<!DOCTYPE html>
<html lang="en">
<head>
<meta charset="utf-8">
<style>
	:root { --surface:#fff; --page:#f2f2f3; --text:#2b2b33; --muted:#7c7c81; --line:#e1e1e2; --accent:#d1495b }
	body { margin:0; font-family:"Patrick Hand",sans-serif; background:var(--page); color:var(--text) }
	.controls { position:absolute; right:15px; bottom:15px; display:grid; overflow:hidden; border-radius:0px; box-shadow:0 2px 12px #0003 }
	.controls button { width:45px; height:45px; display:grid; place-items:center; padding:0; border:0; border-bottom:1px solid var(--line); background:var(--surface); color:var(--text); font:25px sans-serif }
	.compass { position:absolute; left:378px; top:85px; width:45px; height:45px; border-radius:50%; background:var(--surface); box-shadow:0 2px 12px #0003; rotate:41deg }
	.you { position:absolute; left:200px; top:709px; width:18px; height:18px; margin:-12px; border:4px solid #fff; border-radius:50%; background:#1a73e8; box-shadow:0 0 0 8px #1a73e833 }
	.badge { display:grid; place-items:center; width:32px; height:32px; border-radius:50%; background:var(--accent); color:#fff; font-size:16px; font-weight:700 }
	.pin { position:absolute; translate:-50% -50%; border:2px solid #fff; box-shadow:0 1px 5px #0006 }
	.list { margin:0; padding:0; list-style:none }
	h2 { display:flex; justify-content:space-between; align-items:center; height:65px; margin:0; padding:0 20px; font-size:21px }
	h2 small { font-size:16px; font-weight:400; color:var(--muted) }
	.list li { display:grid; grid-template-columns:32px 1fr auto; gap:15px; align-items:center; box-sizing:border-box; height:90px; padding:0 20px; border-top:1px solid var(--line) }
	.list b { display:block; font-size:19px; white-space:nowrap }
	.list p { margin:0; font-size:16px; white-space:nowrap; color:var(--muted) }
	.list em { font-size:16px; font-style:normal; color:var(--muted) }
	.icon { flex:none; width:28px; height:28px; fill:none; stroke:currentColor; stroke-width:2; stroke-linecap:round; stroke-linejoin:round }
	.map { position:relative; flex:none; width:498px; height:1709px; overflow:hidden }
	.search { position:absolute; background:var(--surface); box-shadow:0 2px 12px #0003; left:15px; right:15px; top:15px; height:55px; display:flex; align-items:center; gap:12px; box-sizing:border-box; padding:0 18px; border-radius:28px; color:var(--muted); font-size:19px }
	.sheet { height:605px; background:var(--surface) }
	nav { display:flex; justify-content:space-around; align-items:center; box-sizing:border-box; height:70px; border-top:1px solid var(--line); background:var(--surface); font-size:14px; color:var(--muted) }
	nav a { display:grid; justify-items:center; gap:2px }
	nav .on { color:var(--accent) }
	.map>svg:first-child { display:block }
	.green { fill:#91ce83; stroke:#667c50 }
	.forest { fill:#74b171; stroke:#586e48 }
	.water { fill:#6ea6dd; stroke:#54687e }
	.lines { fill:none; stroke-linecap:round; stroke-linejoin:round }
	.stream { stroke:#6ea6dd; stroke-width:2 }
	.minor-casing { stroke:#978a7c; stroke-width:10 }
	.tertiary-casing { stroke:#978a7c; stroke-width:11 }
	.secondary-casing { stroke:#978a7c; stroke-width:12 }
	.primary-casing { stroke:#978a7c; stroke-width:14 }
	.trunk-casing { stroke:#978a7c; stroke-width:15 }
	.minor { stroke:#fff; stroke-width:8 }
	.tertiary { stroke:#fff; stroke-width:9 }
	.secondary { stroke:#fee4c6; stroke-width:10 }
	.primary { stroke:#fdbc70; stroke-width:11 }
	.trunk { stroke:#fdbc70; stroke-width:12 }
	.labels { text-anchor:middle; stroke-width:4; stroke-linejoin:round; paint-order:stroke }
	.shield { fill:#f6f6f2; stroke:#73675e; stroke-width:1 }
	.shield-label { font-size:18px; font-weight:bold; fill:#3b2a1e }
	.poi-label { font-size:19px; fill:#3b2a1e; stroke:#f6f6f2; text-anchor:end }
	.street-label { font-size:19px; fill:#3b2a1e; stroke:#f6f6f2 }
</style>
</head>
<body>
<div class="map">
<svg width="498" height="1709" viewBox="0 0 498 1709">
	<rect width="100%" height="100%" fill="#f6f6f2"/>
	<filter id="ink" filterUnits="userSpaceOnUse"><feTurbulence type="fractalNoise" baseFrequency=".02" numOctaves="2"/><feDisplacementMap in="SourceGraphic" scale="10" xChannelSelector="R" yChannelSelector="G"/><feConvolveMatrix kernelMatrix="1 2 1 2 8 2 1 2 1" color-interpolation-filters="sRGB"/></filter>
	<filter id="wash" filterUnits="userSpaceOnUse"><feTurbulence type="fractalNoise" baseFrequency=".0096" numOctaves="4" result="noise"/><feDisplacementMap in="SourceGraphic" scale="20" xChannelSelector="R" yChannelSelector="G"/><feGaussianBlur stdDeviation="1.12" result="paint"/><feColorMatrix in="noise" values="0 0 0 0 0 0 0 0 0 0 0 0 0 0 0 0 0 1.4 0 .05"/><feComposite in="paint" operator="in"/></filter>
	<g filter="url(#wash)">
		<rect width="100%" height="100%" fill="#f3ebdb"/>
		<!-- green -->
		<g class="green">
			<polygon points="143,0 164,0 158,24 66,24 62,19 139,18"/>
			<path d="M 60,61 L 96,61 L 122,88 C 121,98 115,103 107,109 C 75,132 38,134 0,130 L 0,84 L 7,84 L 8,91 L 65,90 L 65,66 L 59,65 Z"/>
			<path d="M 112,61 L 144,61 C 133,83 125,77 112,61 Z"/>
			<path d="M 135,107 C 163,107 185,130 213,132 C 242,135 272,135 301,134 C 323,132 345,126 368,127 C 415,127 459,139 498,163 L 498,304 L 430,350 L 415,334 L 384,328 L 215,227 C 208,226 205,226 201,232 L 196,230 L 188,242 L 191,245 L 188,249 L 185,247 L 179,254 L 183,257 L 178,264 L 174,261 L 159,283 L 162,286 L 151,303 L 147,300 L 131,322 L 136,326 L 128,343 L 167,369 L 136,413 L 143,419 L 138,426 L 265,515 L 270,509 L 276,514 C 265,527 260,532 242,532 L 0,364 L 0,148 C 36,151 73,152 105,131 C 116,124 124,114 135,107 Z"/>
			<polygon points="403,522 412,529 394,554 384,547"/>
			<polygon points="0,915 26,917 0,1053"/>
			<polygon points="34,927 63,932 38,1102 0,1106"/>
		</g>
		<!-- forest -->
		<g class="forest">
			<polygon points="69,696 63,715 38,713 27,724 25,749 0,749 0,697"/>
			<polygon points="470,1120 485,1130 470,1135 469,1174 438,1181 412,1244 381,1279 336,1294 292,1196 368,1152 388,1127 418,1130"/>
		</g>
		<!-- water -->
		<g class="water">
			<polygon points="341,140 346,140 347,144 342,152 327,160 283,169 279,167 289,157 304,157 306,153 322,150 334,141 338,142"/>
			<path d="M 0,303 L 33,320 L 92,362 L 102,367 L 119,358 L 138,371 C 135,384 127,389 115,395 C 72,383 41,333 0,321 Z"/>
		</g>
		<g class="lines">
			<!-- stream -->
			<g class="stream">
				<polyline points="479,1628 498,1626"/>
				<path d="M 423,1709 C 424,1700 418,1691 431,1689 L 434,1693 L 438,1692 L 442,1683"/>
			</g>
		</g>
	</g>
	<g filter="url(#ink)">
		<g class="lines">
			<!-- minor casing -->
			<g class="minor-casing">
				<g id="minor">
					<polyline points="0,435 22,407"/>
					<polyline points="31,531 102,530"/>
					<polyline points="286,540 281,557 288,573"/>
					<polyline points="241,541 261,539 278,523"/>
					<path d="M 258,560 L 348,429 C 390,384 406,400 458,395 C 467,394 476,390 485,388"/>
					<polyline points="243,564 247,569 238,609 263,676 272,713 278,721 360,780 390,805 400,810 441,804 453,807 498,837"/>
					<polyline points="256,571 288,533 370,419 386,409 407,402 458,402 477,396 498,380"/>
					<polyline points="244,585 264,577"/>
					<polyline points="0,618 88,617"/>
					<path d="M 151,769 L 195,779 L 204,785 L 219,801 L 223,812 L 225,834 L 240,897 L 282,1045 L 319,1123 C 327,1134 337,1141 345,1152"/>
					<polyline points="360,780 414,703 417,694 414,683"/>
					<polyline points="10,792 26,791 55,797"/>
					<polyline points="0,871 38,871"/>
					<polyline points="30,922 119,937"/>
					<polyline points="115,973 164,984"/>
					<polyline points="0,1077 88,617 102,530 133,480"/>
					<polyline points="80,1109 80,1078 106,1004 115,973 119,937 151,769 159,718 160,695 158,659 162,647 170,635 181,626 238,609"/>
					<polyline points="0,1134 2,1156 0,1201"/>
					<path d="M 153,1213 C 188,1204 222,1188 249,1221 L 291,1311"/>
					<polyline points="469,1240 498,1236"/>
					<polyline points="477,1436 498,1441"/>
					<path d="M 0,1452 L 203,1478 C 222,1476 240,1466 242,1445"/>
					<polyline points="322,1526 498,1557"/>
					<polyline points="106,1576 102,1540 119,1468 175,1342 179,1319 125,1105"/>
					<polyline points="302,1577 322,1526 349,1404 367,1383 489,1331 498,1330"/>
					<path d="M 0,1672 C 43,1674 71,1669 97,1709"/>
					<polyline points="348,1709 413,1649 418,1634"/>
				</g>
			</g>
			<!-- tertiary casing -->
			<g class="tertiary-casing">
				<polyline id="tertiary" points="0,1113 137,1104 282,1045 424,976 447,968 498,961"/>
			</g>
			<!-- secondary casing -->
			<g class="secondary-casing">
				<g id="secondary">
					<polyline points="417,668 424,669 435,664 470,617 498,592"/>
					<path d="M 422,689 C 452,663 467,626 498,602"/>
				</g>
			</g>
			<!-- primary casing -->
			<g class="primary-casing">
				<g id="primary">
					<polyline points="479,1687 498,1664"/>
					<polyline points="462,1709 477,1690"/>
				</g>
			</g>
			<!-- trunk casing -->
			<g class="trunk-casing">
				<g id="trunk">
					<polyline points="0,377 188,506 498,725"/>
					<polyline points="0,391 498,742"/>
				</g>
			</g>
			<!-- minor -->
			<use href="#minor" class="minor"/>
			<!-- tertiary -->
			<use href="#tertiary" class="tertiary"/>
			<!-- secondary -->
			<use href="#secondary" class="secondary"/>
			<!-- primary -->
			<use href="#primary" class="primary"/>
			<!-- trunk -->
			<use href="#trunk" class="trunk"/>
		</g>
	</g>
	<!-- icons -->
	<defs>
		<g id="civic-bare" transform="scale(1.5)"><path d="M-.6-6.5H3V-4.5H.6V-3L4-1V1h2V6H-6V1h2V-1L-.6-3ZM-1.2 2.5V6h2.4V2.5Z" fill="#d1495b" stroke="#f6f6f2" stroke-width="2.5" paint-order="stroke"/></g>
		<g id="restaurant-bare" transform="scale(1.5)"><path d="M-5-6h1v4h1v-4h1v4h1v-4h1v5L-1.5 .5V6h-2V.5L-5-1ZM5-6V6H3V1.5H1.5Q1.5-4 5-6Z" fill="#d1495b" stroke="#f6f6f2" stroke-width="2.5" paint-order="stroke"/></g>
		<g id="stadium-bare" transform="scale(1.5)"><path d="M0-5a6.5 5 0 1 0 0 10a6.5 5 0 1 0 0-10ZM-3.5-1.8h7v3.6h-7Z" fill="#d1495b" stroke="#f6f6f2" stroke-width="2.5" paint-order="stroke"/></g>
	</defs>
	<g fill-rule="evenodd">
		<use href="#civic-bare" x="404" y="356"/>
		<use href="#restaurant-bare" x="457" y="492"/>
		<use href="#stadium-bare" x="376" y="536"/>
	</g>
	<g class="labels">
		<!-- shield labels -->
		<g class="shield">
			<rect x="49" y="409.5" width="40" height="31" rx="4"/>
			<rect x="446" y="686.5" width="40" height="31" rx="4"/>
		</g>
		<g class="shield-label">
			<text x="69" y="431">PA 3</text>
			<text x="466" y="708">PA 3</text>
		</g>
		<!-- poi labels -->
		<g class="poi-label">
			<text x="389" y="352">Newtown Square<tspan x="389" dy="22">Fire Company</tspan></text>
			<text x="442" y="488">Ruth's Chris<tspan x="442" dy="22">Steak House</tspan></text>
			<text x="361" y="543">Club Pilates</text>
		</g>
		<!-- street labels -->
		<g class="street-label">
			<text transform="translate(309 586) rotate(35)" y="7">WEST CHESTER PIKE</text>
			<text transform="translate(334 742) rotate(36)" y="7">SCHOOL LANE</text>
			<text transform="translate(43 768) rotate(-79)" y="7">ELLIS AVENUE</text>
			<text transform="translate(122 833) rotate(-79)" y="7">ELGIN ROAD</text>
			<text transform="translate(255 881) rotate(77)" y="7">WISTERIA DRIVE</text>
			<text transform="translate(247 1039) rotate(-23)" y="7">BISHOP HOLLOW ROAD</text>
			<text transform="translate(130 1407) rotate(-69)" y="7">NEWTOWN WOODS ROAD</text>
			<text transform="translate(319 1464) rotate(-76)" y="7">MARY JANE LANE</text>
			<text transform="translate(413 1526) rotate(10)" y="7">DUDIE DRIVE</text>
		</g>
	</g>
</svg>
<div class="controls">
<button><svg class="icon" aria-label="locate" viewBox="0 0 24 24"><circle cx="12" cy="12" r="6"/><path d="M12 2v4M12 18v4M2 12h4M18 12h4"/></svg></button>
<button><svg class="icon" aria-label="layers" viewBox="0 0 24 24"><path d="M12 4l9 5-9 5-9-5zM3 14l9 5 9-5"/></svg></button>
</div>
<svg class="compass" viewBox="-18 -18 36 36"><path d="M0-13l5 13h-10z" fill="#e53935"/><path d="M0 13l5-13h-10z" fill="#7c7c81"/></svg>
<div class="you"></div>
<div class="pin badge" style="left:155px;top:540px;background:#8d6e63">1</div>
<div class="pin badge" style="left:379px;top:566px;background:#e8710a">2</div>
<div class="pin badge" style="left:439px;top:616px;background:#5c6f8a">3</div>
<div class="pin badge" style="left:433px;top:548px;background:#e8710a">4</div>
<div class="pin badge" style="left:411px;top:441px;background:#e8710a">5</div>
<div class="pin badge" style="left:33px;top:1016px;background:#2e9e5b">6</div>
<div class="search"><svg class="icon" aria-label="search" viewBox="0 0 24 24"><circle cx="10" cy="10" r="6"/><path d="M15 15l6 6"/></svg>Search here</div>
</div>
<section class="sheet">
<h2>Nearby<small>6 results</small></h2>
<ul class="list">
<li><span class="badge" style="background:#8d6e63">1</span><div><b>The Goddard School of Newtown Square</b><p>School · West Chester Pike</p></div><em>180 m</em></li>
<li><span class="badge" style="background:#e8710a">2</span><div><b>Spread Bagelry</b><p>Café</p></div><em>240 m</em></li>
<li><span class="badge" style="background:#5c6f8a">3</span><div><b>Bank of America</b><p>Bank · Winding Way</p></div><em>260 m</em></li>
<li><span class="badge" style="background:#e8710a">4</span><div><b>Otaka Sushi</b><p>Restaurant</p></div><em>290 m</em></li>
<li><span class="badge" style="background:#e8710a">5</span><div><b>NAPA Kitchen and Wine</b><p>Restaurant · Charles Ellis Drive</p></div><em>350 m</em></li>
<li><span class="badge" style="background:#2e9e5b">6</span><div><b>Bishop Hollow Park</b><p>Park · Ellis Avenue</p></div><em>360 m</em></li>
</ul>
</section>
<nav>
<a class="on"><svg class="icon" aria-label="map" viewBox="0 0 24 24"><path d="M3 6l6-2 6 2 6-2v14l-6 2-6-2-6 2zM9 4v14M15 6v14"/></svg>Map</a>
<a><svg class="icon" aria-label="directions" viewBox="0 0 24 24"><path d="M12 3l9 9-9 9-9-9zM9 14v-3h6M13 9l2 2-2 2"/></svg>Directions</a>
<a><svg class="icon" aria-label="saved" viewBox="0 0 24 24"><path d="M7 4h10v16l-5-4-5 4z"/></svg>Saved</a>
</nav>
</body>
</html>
--
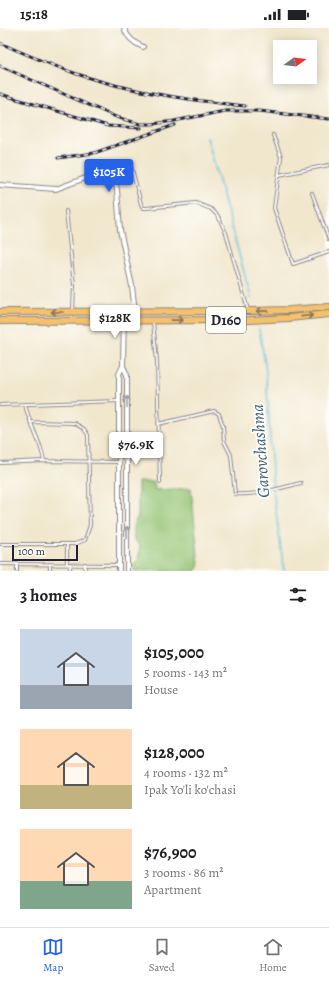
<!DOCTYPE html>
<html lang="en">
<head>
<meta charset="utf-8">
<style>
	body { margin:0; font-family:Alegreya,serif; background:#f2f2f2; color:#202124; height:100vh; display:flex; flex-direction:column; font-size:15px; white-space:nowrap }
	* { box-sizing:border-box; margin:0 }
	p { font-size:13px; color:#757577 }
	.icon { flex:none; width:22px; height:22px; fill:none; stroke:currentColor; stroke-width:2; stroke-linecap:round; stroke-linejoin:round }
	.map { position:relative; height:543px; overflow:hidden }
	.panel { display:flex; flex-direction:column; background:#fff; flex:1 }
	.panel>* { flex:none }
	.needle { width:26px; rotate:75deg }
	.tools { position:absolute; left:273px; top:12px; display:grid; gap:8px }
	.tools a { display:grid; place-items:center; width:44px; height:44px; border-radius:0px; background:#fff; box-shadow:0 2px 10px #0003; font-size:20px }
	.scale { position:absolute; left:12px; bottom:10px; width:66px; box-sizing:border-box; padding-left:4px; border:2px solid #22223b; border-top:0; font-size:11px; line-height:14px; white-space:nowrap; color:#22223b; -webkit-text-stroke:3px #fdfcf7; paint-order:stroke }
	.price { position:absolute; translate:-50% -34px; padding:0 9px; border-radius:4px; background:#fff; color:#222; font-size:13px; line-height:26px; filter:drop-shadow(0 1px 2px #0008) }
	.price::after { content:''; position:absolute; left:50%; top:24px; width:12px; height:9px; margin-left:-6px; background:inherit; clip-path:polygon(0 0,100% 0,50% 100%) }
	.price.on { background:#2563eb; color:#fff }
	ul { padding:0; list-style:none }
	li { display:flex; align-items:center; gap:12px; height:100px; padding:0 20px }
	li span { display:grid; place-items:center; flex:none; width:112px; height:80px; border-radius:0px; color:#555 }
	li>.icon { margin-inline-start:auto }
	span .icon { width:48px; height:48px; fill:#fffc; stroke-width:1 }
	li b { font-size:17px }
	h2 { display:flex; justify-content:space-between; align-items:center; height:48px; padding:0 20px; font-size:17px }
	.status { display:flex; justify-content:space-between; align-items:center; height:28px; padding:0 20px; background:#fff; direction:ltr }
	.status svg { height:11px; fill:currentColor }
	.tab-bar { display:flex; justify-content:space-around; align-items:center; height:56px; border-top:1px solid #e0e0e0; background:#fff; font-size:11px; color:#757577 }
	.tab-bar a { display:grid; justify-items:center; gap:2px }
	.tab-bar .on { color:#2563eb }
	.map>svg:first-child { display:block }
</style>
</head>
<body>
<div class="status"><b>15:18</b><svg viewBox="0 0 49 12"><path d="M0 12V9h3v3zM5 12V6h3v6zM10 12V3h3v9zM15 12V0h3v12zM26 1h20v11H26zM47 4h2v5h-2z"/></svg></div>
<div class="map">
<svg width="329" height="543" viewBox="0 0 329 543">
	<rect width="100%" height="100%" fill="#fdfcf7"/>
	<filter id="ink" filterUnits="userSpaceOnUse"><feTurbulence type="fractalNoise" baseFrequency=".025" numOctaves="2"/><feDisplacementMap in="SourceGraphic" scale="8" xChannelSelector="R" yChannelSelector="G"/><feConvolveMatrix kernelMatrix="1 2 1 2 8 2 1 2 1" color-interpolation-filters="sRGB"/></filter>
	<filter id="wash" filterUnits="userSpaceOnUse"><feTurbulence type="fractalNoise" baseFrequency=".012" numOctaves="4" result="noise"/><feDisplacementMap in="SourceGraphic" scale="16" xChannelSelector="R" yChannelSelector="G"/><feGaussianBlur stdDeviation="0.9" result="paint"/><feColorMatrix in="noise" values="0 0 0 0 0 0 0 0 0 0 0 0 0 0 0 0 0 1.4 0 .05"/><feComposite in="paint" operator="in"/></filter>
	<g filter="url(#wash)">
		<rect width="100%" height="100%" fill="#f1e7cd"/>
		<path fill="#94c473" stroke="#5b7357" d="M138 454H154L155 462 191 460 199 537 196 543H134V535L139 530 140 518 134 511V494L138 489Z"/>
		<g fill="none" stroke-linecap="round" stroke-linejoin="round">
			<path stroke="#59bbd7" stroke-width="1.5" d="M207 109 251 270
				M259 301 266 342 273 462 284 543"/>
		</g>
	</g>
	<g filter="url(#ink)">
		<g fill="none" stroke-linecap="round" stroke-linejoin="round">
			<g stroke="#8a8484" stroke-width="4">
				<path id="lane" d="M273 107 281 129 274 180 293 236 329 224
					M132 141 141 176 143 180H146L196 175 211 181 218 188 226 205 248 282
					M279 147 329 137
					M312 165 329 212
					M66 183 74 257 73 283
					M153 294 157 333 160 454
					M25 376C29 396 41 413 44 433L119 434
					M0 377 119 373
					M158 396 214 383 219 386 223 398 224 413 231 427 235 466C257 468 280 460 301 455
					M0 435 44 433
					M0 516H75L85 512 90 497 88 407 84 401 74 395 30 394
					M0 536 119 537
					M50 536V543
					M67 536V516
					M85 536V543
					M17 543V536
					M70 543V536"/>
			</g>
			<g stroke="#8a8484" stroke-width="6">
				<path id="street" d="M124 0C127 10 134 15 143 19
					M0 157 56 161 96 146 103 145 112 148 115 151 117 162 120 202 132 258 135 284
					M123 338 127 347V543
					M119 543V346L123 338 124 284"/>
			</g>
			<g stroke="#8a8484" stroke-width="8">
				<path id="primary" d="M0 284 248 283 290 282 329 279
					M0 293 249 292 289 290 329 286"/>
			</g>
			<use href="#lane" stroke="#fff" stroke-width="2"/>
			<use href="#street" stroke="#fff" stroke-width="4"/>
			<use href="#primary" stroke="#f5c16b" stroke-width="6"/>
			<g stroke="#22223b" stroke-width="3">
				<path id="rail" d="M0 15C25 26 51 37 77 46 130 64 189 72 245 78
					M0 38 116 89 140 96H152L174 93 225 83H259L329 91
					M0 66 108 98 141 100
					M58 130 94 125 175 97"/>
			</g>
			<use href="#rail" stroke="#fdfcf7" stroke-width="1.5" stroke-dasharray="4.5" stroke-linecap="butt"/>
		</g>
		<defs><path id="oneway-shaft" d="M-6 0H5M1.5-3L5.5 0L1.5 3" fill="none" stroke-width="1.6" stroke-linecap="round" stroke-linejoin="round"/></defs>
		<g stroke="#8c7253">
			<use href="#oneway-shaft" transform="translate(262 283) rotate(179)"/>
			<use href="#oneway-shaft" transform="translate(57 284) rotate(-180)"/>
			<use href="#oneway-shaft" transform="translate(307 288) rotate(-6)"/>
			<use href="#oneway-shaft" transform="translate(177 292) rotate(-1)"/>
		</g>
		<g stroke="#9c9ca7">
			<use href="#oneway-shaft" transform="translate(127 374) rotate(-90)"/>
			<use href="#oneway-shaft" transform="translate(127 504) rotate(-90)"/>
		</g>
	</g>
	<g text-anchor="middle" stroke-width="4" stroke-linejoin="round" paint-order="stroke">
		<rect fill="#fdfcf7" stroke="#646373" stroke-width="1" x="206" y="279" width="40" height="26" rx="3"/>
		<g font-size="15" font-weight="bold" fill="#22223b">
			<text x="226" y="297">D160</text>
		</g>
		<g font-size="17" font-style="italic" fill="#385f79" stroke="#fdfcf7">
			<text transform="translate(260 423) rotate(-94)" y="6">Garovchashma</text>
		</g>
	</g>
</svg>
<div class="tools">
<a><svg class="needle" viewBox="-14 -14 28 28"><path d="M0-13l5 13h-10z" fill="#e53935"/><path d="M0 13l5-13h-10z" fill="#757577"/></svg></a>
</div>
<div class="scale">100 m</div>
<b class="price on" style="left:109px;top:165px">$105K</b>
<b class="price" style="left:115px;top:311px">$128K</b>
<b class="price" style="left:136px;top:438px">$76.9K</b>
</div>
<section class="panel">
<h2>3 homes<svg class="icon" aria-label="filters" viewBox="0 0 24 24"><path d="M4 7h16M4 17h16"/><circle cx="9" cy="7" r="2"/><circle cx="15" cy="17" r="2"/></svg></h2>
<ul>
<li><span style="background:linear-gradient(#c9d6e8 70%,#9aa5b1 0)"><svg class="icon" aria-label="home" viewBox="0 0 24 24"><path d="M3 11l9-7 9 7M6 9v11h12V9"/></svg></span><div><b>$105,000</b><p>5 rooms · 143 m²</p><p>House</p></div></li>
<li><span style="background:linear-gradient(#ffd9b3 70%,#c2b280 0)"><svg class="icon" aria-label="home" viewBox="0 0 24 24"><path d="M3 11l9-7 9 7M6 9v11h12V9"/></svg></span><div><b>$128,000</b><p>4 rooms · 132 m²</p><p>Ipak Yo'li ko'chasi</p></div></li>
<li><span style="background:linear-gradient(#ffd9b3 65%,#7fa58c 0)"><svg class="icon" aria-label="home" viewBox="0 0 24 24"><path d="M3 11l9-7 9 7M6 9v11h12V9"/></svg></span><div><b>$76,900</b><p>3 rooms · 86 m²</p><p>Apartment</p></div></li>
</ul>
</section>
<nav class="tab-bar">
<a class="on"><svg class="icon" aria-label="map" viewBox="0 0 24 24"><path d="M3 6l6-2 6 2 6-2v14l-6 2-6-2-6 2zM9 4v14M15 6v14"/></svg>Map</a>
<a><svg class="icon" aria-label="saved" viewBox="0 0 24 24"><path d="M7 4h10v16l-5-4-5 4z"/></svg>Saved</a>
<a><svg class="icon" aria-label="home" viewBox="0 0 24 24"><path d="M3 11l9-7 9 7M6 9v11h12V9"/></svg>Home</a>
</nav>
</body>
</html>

Task description:
Among the entries above, find every line holding "auto" and copy it.

Your solution:
	.list li { display:grid; grid-template-columns:32px 1fr auto; gap:15px; align-items:center; box-sizing:border-box; height:90px; padding:0 20px; border-top:1px solid var(--line) }
	li>.icon { margin-inline-start:auto }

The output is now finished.